After the Civil War, manufacturing in Illinois boomed. Because ironmongers had figured out how to make high-grade steel in large quantities, Chicago quickly got something it hadn't had before: a view! Chicago was the site of a massive explosion of skyscraper building during the decades right before the turn of the nineteenth century.
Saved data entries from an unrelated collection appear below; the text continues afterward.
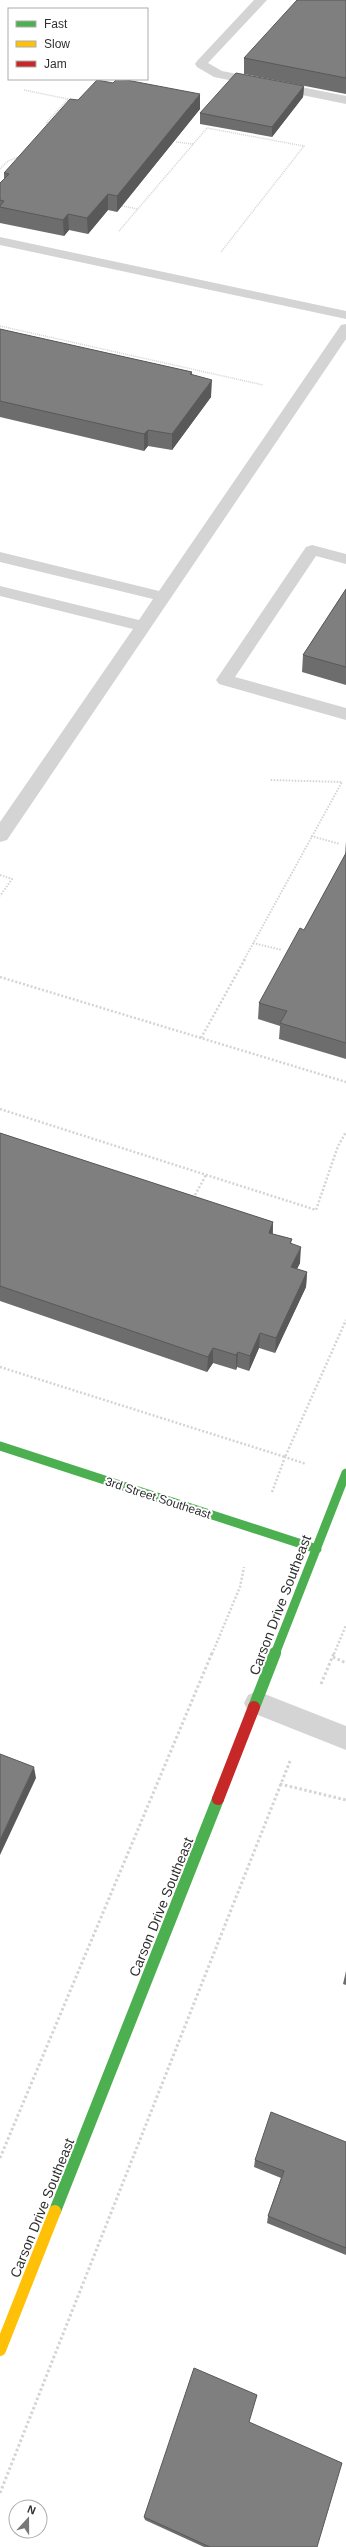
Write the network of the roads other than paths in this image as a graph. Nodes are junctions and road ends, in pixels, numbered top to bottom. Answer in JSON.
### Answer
{"nodes":[{"id":1,"x":261,"y":0,"type":"edge"},
{"id":2,"x":346,"y":100,"type":"edge"},
{"id":3,"x":0,"y":241,"type":"edge"},
{"id":4,"x":346,"y":315,"type":"edge"},
{"id":5,"x":346,"y":328,"type":"edge"},
{"id":6,"x":0,"y":557,"type":"edge"},
{"id":7,"x":346,"y":559,"type":"edge"},
{"id":8,"x":0,"y":590,"type":"edge"},
{"id":9,"x":163,"y":597,"type":"junction"},
{"id":10,"x":143,"y":626,"type":"junction"},
{"id":11,"x":346,"y":714,"type":"edge"},
{"id":12,"x":0,"y":836,"type":"edge"},
{"id":13,"x":0,"y":1446,"type":"edge"},
{"id":14,"x":345,"y":1475,"type":"edge"},
{"id":15,"x":317,"y":1549,"type":"junction"},
{"id":16,"x":257,"y":1703,"type":"junction"},
{"id":17,"x":346,"y":1738,"type":"edge"},
{"id":18,"x":0,"y":2350,"type":"edge"}],
"edges":[{"from":1,"to":2,"type":"street"},
{"from":3,"to":4,"type":"street"},
{"from":5,"to":9,"type":"street"},
{"from":6,"to":9,"type":"street"},
{"from":7,"to":11,"type":"street"},
{"from":8,"to":10,"type":"street"},
{"from":9,"to":10,"type":"street"},
{"from":10,"to":12,"type":"street"},
{"from":13,"to":15,"type":"street","name":"3rd Street Southeast"},
{"from":14,"to":15,"type":"street","name":"Carson Drive Southeast"},
{"from":15,"to":16,"type":"street","name":"Carson Drive Southeast"},
{"from":16,"to":17,"type":"street"},
{"from":16,"to":18,"type":"street","name":"Carson Drive Southeast"}]}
Because of both its booming manufacturing base and its central location in the United States, Chicago also became the catalog sales capital of the world in the late nineteenth century. Sears, Roebuck & Company (among many other catalog sales businesses) started out as a catalog store based in Chicago. In other words, you could order goods from it to be delivered anywhere that had postal service, but you couldn't go to the store, because there was no store to go to, only a supply center in Chicago.

Fun Facts

BUY YOUR HOUSE FROM A CATALOG!

At one time, there didn't seem to be anything a person couldn't buy from a Sears catalog, including a house! Beginning in 1908, Sears offered to ship a customer a house ready to be assembled for anywhere from $100 to just over $600, depending on what kind of house the buyer wanted. Sears sold about 100,000 of these houses until it discontinued the program in 1940.